### Task objective
Could you repeat the data word for word while skipping the pictures?

(Saved entries)
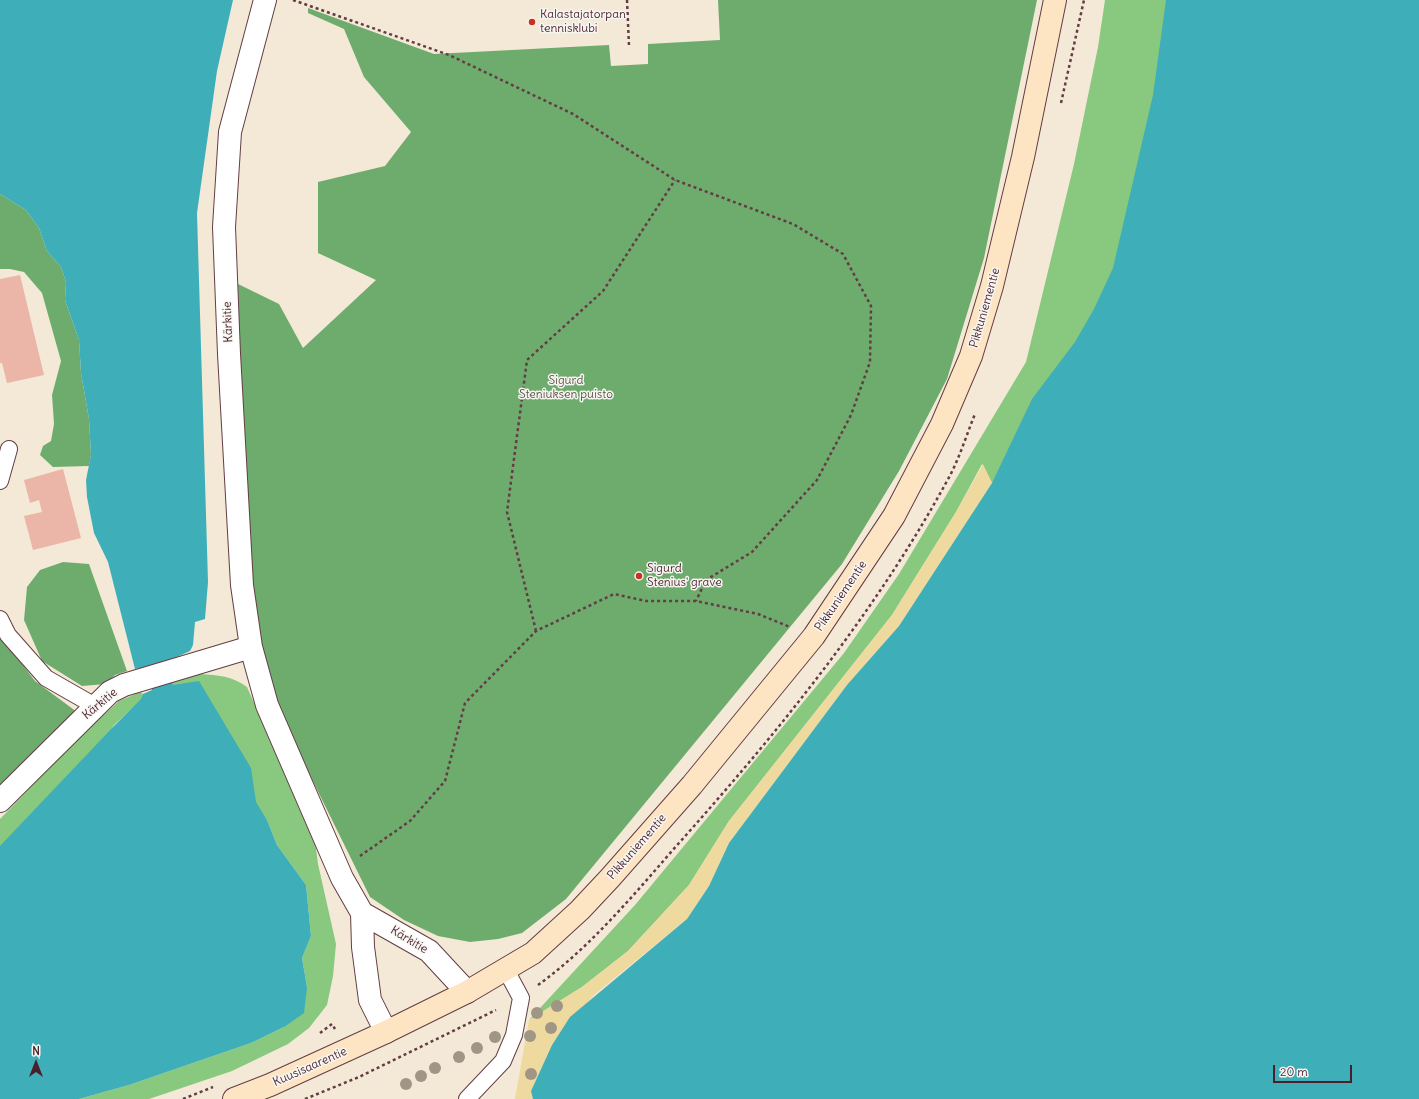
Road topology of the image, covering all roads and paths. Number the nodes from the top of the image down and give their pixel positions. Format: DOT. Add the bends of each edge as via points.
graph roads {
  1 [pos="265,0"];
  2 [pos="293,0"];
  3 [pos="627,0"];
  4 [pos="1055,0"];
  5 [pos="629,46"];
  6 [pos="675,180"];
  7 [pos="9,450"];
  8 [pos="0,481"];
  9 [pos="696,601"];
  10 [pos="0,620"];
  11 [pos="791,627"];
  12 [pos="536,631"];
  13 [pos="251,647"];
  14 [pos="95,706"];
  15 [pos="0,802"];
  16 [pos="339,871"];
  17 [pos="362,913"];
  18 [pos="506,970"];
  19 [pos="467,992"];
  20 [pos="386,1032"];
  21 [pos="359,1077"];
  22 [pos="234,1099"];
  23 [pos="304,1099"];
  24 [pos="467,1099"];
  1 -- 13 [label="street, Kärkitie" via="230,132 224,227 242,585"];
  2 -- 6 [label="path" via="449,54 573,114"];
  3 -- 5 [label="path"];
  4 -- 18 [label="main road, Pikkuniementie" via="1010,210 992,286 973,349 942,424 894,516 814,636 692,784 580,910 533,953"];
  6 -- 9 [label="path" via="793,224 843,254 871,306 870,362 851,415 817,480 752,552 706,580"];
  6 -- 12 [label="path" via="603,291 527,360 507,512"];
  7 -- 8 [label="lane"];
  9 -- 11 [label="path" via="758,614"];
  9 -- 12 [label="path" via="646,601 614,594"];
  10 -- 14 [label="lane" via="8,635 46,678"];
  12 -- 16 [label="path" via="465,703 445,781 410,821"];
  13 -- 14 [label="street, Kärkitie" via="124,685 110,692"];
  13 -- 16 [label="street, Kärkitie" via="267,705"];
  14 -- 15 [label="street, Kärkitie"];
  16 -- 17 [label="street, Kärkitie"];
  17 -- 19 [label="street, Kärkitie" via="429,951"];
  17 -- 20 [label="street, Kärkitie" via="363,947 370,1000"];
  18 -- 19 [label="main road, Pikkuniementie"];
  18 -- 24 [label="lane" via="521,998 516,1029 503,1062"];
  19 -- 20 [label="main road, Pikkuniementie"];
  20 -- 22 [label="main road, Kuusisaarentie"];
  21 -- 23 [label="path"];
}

### Exercise response
Road topology of the image, covering all roads and paths. Number the nodes from the top of the image down and give their pixel positions. Format: DOT. Add the bends of each edge as via points.
graph roads {
  1 [pos="265,0"];
  2 [pos="293,0"];
  3 [pos="627,0"];
  4 [pos="1055,0"];
  5 [pos="629,46"];
  6 [pos="675,180"];
  7 [pos="9,450"];
  8 [pos="0,481"];
  9 [pos="696,601"];
  10 [pos="0,620"];
  11 [pos="791,627"];
  12 [pos="536,631"];
  13 [pos="251,647"];
  14 [pos="95,706"];
  15 [pos="0,802"];
  16 [pos="339,871"];
  17 [pos="362,913"];
  18 [pos="506,970"];
  19 [pos="467,992"];
  20 [pos="386,1032"];
  21 [pos="359,1077"];
  22 [pos="234,1099"];
  23 [pos="304,1099"];
  24 [pos="467,1099"];
  1 -- 13 [label="street, Kärkitie" via="230,132 224,227 242,585"];
  2 -- 6 [label="path" via="449,54 573,114"];
  3 -- 5 [label="path"];
  4 -- 18 [label="main road, Pikkuniementie" via="1010,210 992,286 973,349 942,424 894,516 814,636 692,784 580,910 533,953"];
  6 -- 9 [label="path" via="793,224 843,254 871,306 870,362 851,415 817,480 752,552 706,580"];
  6 -- 12 [label="path" via="603,291 527,360 507,512"];
  7 -- 8 [label="lane"];
  9 -- 11 [label="path" via="758,614"];
  9 -- 12 [label="path" via="646,601 614,594"];
  10 -- 14 [label="lane" via="8,635 46,678"];
  12 -- 16 [label="path" via="465,703 445,781 410,821"];
  13 -- 14 [label="street, Kärkitie" via="124,685 110,692"];
  13 -- 16 [label="street, Kärkitie" via="267,705"];
  14 -- 15 [label="street, Kärkitie"];
  16 -- 17 [label="street, Kärkitie"];
  17 -- 19 [label="street, Kärkitie" via="429,951"];
  17 -- 20 [label="street, Kärkitie" via="363,947 370,1000"];
  18 -- 19 [label="main road, Pikkuniementie"];
  18 -- 24 [label="lane" via="521,998 516,1029 503,1062"];
  19 -- 20 [label="main road, Pikkuniementie"];
  20 -- 22 [label="main road, Kuusisaarentie"];
  21 -- 23 [label="path"];
}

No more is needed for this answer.